_RECORDS PROVIDED_.
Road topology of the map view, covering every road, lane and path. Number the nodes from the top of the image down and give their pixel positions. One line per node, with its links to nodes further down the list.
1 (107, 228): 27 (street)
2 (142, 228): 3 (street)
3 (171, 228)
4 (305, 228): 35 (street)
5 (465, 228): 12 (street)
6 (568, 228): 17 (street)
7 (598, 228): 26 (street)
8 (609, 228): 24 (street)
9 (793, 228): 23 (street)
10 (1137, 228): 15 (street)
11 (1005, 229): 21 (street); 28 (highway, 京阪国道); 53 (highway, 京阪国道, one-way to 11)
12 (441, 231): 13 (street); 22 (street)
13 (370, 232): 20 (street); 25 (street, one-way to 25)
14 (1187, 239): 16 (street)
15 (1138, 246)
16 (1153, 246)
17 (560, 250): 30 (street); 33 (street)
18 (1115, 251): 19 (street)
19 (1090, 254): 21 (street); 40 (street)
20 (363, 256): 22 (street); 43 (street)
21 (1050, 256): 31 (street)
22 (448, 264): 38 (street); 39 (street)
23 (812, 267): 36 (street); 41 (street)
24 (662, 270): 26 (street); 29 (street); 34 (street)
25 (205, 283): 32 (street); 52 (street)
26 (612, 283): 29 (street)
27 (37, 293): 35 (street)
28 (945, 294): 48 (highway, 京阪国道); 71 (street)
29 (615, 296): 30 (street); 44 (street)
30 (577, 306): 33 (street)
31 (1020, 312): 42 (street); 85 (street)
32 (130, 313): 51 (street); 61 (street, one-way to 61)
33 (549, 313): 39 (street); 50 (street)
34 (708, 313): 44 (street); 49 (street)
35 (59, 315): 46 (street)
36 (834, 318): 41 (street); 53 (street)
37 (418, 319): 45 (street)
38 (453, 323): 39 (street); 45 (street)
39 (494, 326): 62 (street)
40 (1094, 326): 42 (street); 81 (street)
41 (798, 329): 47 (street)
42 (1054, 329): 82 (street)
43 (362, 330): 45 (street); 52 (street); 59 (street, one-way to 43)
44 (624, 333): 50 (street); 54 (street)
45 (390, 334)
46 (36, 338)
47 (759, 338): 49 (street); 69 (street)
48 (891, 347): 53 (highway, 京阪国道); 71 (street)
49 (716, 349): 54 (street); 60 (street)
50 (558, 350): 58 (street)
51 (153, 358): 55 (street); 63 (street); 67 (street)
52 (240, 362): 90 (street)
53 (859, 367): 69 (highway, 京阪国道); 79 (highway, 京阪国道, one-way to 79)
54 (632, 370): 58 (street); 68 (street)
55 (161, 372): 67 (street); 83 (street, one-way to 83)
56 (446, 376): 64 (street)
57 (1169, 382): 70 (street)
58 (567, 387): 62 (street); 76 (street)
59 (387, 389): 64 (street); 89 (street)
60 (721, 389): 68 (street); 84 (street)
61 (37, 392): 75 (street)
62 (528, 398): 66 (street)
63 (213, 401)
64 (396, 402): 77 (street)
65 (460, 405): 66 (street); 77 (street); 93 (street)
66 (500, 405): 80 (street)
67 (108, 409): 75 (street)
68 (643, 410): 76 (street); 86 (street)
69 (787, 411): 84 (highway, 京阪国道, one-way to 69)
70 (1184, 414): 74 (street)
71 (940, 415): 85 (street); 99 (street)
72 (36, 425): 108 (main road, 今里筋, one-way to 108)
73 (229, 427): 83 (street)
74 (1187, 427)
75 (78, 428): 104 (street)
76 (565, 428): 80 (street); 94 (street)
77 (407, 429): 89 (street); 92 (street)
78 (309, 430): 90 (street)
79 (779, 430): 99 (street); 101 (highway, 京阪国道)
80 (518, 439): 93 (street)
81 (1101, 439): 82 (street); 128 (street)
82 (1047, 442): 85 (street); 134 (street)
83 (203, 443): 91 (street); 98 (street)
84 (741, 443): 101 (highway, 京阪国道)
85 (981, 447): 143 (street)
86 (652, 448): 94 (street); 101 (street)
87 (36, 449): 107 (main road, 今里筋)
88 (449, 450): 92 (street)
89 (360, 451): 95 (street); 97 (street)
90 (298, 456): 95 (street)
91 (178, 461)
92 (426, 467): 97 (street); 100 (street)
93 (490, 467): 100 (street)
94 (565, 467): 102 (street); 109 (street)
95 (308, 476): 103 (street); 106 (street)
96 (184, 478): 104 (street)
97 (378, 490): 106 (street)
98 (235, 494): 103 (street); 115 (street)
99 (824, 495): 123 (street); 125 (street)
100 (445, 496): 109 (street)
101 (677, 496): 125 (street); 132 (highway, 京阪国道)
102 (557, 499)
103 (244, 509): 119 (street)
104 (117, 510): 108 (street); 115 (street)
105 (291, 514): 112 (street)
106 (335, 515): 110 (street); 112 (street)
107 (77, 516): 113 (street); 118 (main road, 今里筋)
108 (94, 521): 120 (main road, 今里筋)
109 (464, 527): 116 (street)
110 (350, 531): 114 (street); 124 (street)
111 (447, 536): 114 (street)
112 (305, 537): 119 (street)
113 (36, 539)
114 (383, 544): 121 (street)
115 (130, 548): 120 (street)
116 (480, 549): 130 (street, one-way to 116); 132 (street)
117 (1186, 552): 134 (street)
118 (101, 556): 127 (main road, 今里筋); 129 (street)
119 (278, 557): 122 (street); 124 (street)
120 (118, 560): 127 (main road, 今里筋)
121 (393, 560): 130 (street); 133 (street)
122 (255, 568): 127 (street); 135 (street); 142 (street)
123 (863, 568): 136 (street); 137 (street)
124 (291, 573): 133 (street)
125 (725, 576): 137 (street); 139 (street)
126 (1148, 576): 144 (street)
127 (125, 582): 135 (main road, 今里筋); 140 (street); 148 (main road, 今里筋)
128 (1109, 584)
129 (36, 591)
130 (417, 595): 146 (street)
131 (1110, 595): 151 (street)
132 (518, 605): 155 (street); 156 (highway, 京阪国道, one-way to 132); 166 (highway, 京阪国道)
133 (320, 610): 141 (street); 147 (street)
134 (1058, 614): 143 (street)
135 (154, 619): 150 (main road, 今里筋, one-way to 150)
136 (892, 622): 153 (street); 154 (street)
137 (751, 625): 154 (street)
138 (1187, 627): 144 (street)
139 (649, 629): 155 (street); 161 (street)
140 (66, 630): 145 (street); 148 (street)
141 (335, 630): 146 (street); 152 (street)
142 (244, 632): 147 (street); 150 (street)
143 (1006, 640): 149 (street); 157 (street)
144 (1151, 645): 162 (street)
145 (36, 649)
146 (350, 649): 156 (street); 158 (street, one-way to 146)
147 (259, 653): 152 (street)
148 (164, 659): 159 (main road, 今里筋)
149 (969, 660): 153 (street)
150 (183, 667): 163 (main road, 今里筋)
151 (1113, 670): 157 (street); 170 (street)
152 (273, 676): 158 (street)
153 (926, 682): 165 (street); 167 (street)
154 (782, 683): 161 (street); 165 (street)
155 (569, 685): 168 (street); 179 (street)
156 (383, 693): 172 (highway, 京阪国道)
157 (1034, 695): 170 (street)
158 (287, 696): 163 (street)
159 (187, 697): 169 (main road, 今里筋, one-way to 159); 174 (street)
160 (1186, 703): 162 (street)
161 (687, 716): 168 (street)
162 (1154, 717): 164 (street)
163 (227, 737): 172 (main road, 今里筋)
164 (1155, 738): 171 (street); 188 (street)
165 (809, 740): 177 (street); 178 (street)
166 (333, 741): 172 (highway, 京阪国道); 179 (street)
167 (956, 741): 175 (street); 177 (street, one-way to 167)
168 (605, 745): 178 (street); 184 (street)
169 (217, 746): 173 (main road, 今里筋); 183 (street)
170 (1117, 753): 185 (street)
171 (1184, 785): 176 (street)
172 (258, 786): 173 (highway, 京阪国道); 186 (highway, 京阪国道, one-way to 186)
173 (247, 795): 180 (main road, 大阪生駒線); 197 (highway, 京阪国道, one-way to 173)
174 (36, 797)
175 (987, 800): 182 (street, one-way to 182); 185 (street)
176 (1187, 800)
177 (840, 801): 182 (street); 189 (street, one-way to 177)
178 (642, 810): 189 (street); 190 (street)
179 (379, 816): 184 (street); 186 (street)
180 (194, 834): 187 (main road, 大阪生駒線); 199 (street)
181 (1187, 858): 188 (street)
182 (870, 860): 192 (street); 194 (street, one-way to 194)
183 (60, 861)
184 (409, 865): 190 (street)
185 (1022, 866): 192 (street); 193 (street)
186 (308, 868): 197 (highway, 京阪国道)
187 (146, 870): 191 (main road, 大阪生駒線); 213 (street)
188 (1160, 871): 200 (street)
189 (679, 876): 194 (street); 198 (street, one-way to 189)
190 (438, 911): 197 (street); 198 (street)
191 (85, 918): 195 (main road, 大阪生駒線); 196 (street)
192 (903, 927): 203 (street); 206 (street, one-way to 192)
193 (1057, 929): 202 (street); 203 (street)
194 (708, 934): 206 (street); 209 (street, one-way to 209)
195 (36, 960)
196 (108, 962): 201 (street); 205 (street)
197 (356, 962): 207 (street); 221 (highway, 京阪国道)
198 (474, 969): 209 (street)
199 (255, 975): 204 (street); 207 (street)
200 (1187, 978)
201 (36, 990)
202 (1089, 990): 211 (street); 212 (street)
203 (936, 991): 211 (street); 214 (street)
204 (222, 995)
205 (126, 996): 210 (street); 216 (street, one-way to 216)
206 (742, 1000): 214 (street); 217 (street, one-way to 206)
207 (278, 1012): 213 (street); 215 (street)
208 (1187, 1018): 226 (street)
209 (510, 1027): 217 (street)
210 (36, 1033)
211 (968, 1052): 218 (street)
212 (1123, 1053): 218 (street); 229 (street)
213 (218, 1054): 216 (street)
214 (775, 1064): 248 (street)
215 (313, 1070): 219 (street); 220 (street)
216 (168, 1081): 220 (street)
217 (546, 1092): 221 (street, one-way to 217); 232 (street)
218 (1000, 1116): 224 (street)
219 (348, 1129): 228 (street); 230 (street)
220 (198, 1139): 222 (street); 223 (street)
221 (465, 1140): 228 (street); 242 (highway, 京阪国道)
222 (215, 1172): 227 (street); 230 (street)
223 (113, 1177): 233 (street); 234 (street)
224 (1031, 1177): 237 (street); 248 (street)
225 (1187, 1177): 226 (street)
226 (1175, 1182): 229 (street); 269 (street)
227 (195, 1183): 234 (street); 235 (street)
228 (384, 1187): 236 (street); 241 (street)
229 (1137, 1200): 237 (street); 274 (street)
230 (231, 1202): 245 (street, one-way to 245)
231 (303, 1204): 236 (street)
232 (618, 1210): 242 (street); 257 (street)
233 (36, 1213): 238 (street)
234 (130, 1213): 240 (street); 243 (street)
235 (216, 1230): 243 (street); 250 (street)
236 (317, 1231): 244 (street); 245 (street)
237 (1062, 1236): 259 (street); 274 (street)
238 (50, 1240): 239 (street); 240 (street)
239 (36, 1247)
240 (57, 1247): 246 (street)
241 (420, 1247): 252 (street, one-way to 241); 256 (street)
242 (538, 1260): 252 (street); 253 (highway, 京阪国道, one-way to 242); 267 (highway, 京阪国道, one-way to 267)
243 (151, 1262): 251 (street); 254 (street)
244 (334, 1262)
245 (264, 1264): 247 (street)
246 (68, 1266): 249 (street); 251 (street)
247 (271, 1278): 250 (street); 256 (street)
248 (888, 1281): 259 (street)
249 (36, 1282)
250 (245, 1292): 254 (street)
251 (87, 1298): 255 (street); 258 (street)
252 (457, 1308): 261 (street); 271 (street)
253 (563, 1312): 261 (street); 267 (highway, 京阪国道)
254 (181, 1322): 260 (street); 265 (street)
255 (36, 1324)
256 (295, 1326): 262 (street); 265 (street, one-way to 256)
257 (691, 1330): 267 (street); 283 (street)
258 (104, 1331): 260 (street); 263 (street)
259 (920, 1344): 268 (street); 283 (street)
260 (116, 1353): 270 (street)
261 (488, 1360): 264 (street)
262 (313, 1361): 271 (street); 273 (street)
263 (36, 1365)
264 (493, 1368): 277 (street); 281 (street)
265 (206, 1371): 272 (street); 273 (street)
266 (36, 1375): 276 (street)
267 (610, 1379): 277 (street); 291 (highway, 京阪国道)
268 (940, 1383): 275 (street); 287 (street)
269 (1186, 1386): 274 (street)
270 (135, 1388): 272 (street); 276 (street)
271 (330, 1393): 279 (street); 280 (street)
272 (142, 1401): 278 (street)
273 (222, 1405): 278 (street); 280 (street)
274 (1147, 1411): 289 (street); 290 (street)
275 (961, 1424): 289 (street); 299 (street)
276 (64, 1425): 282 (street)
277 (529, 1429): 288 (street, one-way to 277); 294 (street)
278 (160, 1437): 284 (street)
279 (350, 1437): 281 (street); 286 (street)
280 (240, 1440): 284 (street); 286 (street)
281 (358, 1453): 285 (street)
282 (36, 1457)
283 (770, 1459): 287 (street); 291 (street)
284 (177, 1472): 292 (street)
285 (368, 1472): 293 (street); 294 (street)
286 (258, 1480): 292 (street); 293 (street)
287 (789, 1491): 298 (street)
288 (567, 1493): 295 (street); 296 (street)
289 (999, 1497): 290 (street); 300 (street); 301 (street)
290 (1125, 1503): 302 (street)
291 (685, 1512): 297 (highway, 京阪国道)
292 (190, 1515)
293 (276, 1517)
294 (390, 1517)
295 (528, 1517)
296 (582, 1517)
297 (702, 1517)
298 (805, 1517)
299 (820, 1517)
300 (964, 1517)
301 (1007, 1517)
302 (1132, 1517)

_WHAT YOU HAVE TO DO_. Pull every line with the string "大阪生駒線" from the data above.

_WRITTEN ANSWER_.
173 (247, 795): 180 (main road, 大阪生駒線); 197 (highway, 京阪国道, one-way to 173)
180 (194, 834): 187 (main road, 大阪生駒線); 199 (street)
187 (146, 870): 191 (main road, 大阪生駒線); 213 (street)
191 (85, 918): 195 (main road, 大阪生駒線); 196 (street)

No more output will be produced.